THURMONT — Thurmont residents may see an increase in sewer rates soon.
The mayor and town commissioners discussed the possibility of raising sewer rates in order to pay debts needed to run the town’s sewer utility.
Mayor Marty Burns recommended a possible increase, suggesting that an additional $1.25 per household would result in more than $174,000 in town revenue, and a $2.50 increase could bring the town $350,000 in added funding.
During Monday’s town meeting, Burns said that Thurmont has raised sewer rates before, but residents have been so diligent in conserving water that they have subsequently been conserving sewer.

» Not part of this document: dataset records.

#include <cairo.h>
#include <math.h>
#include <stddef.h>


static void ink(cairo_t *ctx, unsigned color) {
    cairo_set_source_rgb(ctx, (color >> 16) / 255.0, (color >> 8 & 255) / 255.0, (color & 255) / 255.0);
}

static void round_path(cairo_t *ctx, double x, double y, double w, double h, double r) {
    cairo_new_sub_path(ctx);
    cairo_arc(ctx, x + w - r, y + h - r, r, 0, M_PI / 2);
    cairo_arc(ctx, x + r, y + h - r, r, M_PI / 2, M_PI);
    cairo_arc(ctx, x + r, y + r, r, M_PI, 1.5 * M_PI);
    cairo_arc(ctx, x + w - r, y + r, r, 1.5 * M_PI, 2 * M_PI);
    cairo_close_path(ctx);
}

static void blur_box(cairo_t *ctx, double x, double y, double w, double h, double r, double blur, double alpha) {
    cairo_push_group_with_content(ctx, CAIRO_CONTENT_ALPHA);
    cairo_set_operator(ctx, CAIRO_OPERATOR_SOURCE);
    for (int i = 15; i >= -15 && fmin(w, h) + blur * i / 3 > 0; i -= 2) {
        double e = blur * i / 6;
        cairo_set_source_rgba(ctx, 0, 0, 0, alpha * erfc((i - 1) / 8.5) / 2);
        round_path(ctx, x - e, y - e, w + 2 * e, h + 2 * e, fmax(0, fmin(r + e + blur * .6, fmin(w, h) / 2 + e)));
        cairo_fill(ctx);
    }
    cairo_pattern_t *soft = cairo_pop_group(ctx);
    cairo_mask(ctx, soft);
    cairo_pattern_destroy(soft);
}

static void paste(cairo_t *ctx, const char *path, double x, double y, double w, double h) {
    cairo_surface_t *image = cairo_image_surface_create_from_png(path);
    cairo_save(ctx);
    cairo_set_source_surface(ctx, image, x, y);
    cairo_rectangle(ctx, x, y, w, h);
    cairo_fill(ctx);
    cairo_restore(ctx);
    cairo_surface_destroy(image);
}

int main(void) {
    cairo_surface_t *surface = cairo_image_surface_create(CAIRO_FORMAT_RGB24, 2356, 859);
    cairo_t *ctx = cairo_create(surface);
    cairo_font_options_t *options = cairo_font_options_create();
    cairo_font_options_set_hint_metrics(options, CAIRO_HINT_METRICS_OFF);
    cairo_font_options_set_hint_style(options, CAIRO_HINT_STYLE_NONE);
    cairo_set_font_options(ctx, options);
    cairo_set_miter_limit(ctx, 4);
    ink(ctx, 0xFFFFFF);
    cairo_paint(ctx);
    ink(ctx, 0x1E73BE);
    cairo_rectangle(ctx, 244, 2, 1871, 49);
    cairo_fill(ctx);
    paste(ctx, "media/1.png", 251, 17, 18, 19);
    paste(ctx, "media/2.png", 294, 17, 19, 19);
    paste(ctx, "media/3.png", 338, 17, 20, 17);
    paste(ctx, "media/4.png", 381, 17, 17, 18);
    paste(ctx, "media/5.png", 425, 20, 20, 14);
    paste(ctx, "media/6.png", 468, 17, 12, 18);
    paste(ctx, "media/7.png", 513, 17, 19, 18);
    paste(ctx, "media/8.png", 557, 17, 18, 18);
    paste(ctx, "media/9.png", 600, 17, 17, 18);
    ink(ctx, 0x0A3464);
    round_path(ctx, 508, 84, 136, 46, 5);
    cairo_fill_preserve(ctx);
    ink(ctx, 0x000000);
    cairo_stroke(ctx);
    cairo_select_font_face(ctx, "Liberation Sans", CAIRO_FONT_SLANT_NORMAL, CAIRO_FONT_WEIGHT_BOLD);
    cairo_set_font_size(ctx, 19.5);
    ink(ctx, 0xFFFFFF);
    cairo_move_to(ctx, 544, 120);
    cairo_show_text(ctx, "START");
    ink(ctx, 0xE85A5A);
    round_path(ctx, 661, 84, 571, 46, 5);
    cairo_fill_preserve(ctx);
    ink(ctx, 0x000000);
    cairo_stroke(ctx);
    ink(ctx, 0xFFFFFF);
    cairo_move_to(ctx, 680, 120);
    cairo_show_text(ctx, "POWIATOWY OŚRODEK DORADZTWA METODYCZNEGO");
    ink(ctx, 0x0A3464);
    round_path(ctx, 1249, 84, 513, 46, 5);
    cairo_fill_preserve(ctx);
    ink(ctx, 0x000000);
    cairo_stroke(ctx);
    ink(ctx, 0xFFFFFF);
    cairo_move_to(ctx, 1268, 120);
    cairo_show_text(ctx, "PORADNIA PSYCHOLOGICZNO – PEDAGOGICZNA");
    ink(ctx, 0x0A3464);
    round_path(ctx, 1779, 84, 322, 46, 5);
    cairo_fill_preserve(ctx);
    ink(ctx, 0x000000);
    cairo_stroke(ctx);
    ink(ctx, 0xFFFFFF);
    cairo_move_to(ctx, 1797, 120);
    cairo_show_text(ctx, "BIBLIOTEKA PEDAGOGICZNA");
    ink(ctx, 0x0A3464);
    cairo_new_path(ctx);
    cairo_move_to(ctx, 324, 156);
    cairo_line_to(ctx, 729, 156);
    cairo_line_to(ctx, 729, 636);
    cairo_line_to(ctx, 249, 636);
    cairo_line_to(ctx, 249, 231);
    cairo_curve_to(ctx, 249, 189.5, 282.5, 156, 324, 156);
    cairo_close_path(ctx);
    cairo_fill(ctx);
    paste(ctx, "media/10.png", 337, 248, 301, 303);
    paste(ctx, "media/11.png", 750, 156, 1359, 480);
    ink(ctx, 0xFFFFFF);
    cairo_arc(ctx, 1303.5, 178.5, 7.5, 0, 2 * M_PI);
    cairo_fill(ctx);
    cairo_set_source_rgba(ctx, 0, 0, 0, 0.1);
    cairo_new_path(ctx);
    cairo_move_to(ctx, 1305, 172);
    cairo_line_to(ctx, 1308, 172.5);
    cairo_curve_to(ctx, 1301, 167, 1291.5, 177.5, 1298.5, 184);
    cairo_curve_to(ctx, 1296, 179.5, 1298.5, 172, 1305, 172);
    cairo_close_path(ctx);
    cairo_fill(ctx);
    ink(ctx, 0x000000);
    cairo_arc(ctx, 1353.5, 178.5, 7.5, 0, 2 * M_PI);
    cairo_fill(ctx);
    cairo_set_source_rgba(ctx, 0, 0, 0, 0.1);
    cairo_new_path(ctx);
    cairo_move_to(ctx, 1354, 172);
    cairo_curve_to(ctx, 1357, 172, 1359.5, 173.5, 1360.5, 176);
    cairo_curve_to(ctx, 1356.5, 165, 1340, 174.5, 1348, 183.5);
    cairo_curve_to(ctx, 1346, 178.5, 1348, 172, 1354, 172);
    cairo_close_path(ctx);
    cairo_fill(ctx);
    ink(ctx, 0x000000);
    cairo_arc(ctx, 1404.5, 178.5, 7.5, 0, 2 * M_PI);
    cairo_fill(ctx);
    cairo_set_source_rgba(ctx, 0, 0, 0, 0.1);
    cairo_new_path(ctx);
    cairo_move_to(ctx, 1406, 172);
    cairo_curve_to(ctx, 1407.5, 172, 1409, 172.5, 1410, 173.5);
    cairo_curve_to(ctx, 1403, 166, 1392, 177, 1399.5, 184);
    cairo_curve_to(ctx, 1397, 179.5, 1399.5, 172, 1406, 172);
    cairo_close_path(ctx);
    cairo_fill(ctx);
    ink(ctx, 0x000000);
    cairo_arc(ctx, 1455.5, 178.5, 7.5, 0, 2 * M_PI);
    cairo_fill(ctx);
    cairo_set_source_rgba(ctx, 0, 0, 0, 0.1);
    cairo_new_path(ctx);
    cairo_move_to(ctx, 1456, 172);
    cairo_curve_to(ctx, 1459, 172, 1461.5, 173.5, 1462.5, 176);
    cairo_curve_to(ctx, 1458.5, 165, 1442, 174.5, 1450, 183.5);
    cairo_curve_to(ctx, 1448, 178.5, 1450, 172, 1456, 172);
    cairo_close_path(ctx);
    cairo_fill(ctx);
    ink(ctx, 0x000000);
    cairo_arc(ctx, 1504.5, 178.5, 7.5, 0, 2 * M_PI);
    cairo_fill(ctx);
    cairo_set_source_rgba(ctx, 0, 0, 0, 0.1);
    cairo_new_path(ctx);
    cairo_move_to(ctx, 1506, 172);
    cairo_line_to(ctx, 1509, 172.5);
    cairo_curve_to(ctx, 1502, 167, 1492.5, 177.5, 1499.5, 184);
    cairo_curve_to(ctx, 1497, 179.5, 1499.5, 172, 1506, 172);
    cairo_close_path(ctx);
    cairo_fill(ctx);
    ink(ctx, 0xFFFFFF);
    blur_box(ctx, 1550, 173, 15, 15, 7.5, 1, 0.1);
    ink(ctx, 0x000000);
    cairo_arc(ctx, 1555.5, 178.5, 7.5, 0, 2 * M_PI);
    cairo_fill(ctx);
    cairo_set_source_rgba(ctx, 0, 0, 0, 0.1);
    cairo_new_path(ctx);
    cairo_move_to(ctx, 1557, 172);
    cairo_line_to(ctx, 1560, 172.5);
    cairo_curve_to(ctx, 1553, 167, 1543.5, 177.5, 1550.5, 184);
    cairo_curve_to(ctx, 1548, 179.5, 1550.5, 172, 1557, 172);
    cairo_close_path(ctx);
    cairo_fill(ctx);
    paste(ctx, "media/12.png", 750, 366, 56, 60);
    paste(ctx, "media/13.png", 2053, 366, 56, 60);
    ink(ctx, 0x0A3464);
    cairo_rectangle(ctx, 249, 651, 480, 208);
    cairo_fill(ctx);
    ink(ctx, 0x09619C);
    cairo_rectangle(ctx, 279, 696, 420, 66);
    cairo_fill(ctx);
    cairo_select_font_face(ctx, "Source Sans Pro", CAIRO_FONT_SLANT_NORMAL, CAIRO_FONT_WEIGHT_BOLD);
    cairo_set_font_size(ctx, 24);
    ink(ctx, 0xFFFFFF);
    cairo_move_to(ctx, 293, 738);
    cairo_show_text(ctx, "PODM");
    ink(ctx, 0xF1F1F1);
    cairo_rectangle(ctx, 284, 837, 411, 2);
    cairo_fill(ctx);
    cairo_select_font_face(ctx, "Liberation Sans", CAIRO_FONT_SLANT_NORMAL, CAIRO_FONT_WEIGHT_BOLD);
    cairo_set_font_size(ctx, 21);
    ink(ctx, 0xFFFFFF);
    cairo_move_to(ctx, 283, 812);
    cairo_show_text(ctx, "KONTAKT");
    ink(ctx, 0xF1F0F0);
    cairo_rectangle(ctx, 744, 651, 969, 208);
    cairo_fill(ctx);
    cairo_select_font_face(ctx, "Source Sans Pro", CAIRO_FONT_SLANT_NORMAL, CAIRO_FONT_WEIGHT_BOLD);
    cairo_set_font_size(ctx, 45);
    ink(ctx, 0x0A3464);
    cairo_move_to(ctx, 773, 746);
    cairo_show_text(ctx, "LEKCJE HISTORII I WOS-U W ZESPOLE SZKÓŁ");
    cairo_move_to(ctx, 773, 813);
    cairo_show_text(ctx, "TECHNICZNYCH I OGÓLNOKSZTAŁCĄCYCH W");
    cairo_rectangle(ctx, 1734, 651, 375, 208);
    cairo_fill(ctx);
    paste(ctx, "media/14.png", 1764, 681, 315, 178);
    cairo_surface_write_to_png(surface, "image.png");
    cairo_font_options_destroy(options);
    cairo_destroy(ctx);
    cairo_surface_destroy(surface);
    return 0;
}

“That’s great,” he said. “The problem is, we didn’t realize any growth in revenues.”
The last time the town raised rates was in October 2010, when sewer rates increased by $1 per household and water by $0.50, according to Chief Administrative Officer Bill Blakeslee.
“Why are we back here again talking about increases?” Burns said Monday. “Because we didn’t raise it high enough the last time.”
In 2011, the budget saw a bump in water and sewer revenues, which Blakeslee attributes to a change in the local state parks’ usage contract that raised minimum payments.
“If you want to hit somebody up, hit them hard, hit them once,” Burns said. “So hopefully it lasts a long, long time.”
Board members made no decision to change rates and expect to discuss the topic again at a future meeting.
Mayor, board clash on ordinance amendment
Burns’ stance on the county’s Adequate Public Facilities Ordinance amendment regarding a developer’s rights and responsibilities agreement has changed two weeks after the board voiced its opposition to the proposal.
During a recent county/municipalities meeting, director of the county’s Community Development Division Eric Soter explained that the Board of County Commissioners doesn’t want to usurp or ignore the APFO, Burns said. But the ordinance would give developers more predictability without having to wait for the Planning and Zoning Commission to spend months discussing the issue.
“There’s no ‘yes’ or ‘no,'” Burns said. The board is just trying to give the developer an answer up front, he said.
The mayor said Monday that he feels better about the possible change after hearing more from the county. But not everyone on the board agreed.
Commissioner John Kinnaird said his mind wasn’t changed after the county meeting.
“They said that it really doesn’t make any difference if we do it this way,” Kinnaird said. “So why do it?”
No matter what, the final decision is up to the board, Kinnaird said.
“Whatever choice they make is the choice we’ll live with,” he said. “Personally I don’t think it’s a good idea.”
Thurmont residents are invited to contact Blakeslee through Friday if they want Soter to attend a town meeting to offer more explanation regarding the APFO ordinance.